The Wooden Bowl

This story was posted by Dayu Dayawanti on Facebook, and my sister, Sharon, reposted in a note to  her Facebook friends. Here is her note, in it’s entirety:

I am sharing it with you as it so touched me!
The Wooden Bowl

I guarantee you will remember the tale of the Wooden Bowl tomorrow, a week from now, a month from now, a year from now.

A frail old man went to live with his son, daughter-in-law, and four-year-old grandson.
The old man’s hands trembled, his eyesight was blurred, and his step faltered

The family ate together at the table. But the elderly grandfather’s shaky hands and
Failing sight made eating difficult. Peas rolled off his spoon onto the floor.
When he grasped the glass, milk spilled on the tablecloth.

The son and daughter-in-law became irritated with the mess.
‘We must do something about father,’ said the son.
‘I’ve had enough of his spilled milk, noisy eating, and food on the floor.’

So the husband and wife set a small table in the corner.
There, Grandfather ate alone while the rest of the family enjoyed dinner.
Since Grandfather had broken a dish or two, his food was served in a wooden bowl.
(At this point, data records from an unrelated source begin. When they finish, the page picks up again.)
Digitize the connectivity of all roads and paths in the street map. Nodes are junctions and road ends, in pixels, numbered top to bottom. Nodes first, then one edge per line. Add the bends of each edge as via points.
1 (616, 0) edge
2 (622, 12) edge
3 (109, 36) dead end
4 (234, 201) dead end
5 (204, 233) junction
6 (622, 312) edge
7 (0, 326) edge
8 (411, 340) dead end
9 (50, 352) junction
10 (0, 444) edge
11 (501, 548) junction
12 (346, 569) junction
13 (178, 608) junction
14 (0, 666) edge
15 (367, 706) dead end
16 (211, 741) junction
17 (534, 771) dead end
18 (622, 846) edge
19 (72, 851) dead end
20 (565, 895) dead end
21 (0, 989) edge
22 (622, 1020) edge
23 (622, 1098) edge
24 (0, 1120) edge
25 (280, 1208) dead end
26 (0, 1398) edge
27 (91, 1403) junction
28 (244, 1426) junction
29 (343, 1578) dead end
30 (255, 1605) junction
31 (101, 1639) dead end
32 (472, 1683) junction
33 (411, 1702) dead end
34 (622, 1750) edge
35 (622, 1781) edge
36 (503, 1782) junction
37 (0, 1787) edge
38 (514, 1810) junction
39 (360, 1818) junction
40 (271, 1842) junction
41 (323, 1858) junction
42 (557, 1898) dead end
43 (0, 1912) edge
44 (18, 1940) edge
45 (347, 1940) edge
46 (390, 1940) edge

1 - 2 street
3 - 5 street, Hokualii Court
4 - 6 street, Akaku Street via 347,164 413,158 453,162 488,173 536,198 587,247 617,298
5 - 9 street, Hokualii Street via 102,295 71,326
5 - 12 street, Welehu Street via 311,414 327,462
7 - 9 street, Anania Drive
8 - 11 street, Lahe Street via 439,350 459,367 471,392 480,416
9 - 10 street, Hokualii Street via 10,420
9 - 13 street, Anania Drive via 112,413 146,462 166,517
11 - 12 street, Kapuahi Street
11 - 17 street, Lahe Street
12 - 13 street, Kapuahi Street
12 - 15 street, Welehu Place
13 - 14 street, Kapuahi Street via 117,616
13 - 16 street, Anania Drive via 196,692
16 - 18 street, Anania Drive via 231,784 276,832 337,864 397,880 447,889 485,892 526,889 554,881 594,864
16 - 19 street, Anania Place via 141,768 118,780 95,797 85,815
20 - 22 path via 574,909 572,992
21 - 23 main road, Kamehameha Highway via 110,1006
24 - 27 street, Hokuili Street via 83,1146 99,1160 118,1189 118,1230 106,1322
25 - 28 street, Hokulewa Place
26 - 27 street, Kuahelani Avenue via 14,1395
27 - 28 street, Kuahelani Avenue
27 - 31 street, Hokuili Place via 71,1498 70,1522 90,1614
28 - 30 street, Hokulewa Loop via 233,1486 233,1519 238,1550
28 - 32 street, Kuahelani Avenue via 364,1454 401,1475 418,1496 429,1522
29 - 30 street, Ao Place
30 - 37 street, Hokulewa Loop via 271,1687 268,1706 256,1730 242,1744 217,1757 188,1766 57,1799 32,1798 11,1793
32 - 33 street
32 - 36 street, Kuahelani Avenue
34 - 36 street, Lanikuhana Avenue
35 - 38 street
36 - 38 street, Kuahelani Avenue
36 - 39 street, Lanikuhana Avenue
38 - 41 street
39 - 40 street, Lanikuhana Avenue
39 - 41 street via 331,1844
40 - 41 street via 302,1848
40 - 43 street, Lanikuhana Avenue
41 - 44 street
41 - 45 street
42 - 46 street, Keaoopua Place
When the family glanced in Grandfather’s direction, sometimes he had a tear in his eye as he sat alone.
Still, the only words the couple had for him were sharp admonitions when he dropped a fork or spilled food.

The four-year-old watched it all in silence.

One evening before supper, the father noticed his son playing with wood scraps on the floor.
He asked the child sweetly, ‘What are you making?’ Just as sweetly, the boy responded,
‘Oh, I am making a little bowl for you and Mama to eat your food in when I grow up.’
The four-year-old smiled and went back to work.

The words so struck the parents so that they were speechless. Then tears started to stream down their cheeks. Though no word was spoken, both knew what must be done.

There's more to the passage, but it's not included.